Ancak, Jim’in laboratuvarına baskın düzenlediklerinde, tam olarak insan ya da vampir gibi görünmeyen bazı mutant DNA zincirleri bulmuşlardı. Ne olduklarını bilmiyorlardı, ancak başarı oranları inanılmaz derecede düşüktü.
Biriyle yapılan ilk deneyin başarılı olması tamamen şanstı, çünkü sonrakiler bir tane yaratmanın ne kadar zor olduğunu göstermişti. Yine de, tekrar tekrar denemelerinin nedeni, bu özel türün diğerlerine kıyasla en yüksek çivili Dalki’yi üretmiş olmasıydı.
Deneme yanılma yoluyla, eski fosillerden toplanan ve aynı zamanda iyi sonuçlar verecek canavarlarla karıştırılmış gibi görünen başka tür özel insan DNA’ları da buldular.
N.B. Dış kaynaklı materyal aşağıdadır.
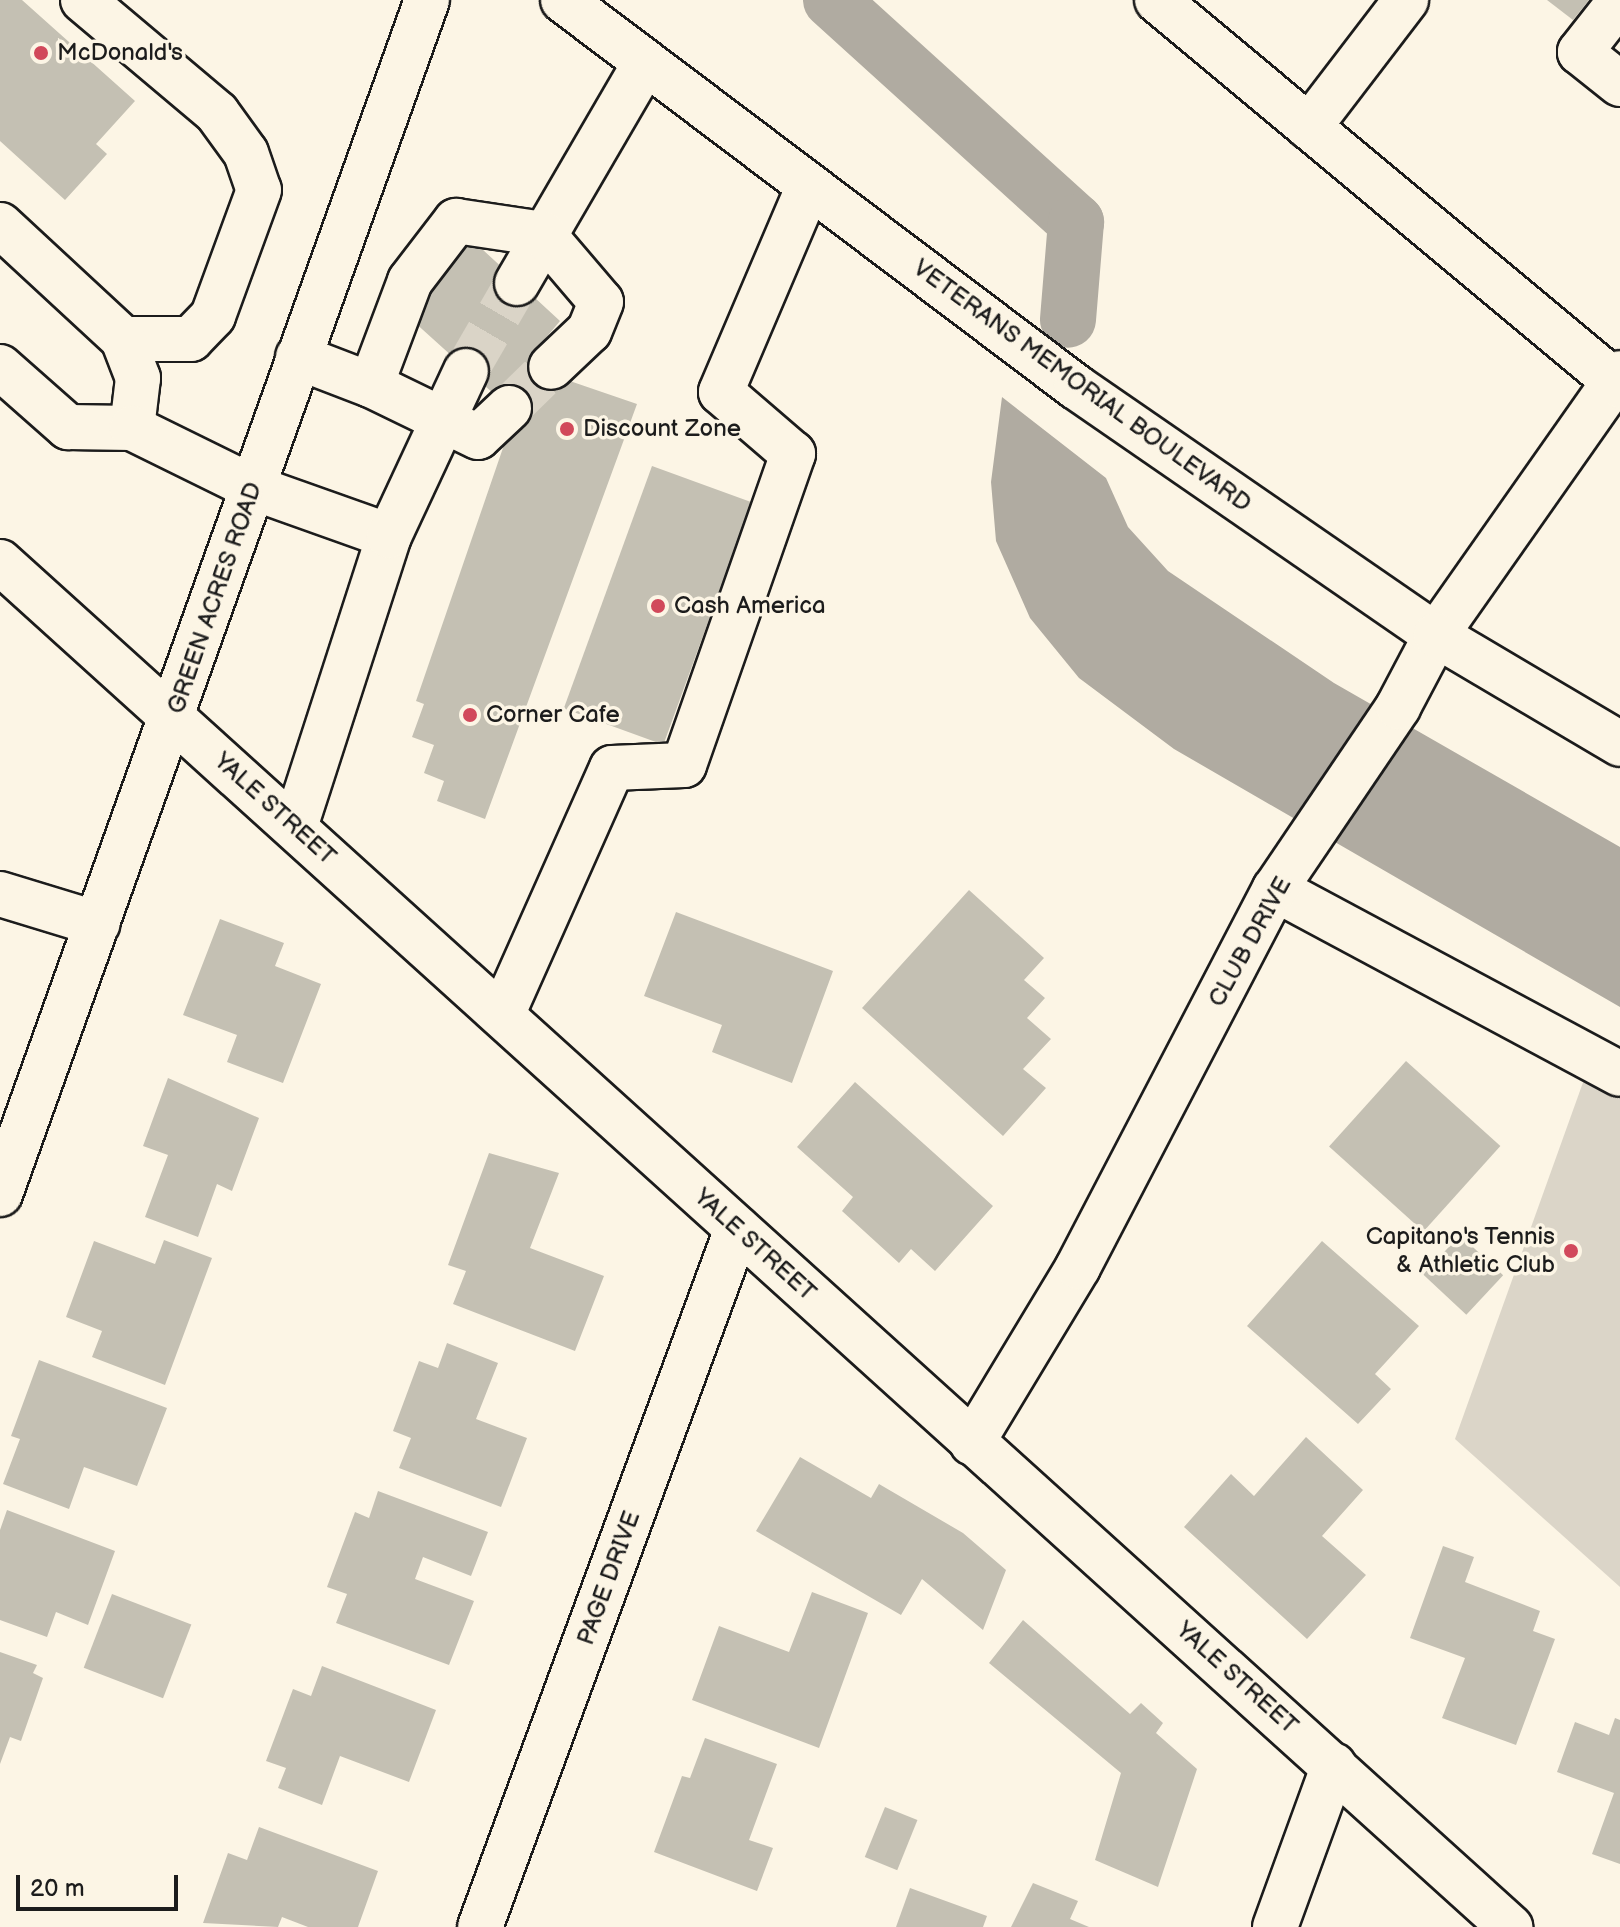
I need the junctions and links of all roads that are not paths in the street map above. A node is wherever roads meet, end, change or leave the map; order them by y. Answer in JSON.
{"nodes":[{"id":1,"x":83,"y":0,"type":"edge"},
{"id":2,"x":427,"y":0,"type":"edge"},
{"id":3,"x":563,"y":0,"type":"edge"},
{"id":4,"x":1157,"y":0,"type":"edge"},
{"id":5,"x":1406,"y":0,"type":"edge"},
{"id":6,"x":1620,"y":1,"type":"edge"},
{"id":7,"x":645,"y":63,"type":"junction"},
{"id":8,"x":1620,"y":84,"type":"edge"},
{"id":9,"x":1309,"y":127,"type":"junction"},
{"id":10,"x":809,"y":186,"type":"junction"},
{"id":11,"x":0,"y":225,"type":"edge"},
{"id":12,"x":543,"y":234,"type":"junction"},
{"id":13,"x":517,"y":283,"type":"tunnel mouth"},
{"id":14,"x":123,"y":339,"type":"junction"},
{"id":15,"x":298,"y":357,"type":"junction"},
{"id":16,"x":0,"y":367,"type":"edge"},
{"id":17,"x":551,"y":367,"type":"tunnel mouth"},
{"id":18,"x":466,"y":371,"type":"tunnel mouth"},
{"id":19,"x":1617,"y":380,"type":"edge"},
{"id":20,"x":371,"y":385,"type":"junction"},
{"id":21,"x":509,"y":408,"type":"tunnel mouth"},
{"id":22,"x":440,"y":417,"type":"junction"},
{"id":23,"x":132,"y":428,"type":"junction"},
{"id":24,"x":254,"y":488,"type":"junction"},
{"id":25,"x":389,"y":536,"type":"junction"},
{"id":26,"x":0,"y":562,"type":"edge"},
{"id":27,"x":1436,"y":635,"type":"junction"},
{"id":28,"x":174,"y":717,"type":"junction"},
{"id":29,"x":1620,"y":744,"type":"edge"},
{"id":30,"x":295,"y":827,"type":"junction"},
{"id":31,"x":1275,"y":889,"type":"junction"},
{"id":32,"x":0,"y":894,"type":"edge"},
{"id":33,"x":98,"y":924,"type":"junction"},
{"id":34,"x":502,"y":1015,"type":"junction"},
{"id":35,"x":1620,"y":1074,"type":"edge"},
{"id":36,"x":1,"y":1191,"type":"edge"},
{"id":37,"x":737,"y":1229,"type":"junction"},
{"id":38,"x":972,"y":1443,"type":"junction"},
{"id":39,"x":1334,"y":1765,"type":"junction"},
{"id":40,"x":480,"y":1927,"type":"edge"},
{"id":41,"x":1275,"y":1927,"type":"edge"},
{"id":42,"x":1510,"y":1927,"type":"edge"}],
"edges":[{"from":1,"to":14,"type":"street"},
{"from":2,"to":15,"type":"street","name":"GREEN ACRES ROAD"},
{"from":3,"to":7,"type":"street","name":"VETERANS MEMORIAL BOULEVARD"},
{"from":4,"to":9,"type":"street"},
{"from":5,"to":9,"type":"street"},
{"from":6,"to":8,"type":"street"},
{"from":7,"to":10,"type":"street","name":"VETERANS MEMORIAL BOULEVARD"},
{"from":7,"to":12,"type":"street"},
{"from":9,"to":19,"type":"street"},
{"from":10,"to":27,"type":"street","name":"VETERANS MEMORIAL BOULEVARD"},
{"from":10,"to":34,"type":"street"},
{"from":11,"to":14,"type":"street"},
{"from":12,"to":13,"type":"street"},
{"from":12,"to":17,"type":"street"},
{"from":12,"to":20,"type":"street"},
{"from":14,"to":23,"type":"street"},
{"from":15,"to":20,"type":"street"},
{"from":15,"to":24,"type":"street","name":"GREEN ACRES ROAD"},
{"from":16,"to":23,"type":"street"},
{"from":18,"to":22,"type":"street"},
{"from":19,"to":27,"type":"street","name":"CLUB DRIVE"},
{"from":20,"to":22,"type":"street"},
{"from":21,"to":22,"type":"street"},
{"from":22,"to":25,"type":"street"},
{"from":23,"to":24,"type":"street"},
{"from":24,"to":25,"type":"street"},
{"from":24,"to":28,"type":"street","name":"GREEN ACRES ROAD"},
{"from":25,"to":30,"type":"street"},
{"from":26,"to":28,"type":"street","name":"YALE STREET"},
{"from":27,"to":29,"type":"street","name":"VETERANS MEMORIAL BOULEVARD"},
{"from":27,"to":31,"type":"street","name":"CLUB DRIVE"},
{"from":28,"to":30,"type":"street","name":"YALE STREET"},
{"from":28,"to":33,"type":"street","name":"GREEN ACRES ROAD"},
{"from":30,"to":34,"type":"street","name":"YALE STREET"},
{"from":31,"to":35,"type":"street"},
{"from":31,"to":38,"type":"street","name":"CLUB DRIVE"},
{"from":32,"to":33,"type":"street"},
{"from":33,"to":36,"type":"street","name":"GREEN ACRES ROAD"},
{"from":34,"to":37,"type":"street","name":"YALE STREET"},
{"from":37,"to":38,"type":"street","name":"YALE STREET"},
{"from":37,"to":40,"type":"street","name":"PAGE DRIVE"},
{"from":38,"to":39,"type":"street","name":"YALE STREET"},
{"from":39,"to":41,"type":"street"},
{"from":39,"to":42,"type":"street","name":"YALE STREET"}]}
“Bu harika, Ejderhanın da enerjisi azalmış değil. Çok daha fazlasını yaratabileceğiz ve insanlar çok fazla mücadele edebilecek gibi görünmüyor. Tahmin ettiğimden daha az kaybedeceğiz. Yeni oluşturulan tüm üç sivri uç ve üstünü bana gönderin.
“Beni daha güçlü kılmak için çok kullanacaklar.” Graham emretti, çoktan uzaklaştı. Üçlüyü Spiked’ın terk etmesi, Graham’ın bu yeni doğan Dalki ile ne yapacağı konusunda endişeliydi.
******
MVS + MWS webtoon’una ayda sadece 3 dolar karşılığında erişim elde edeceksiniz.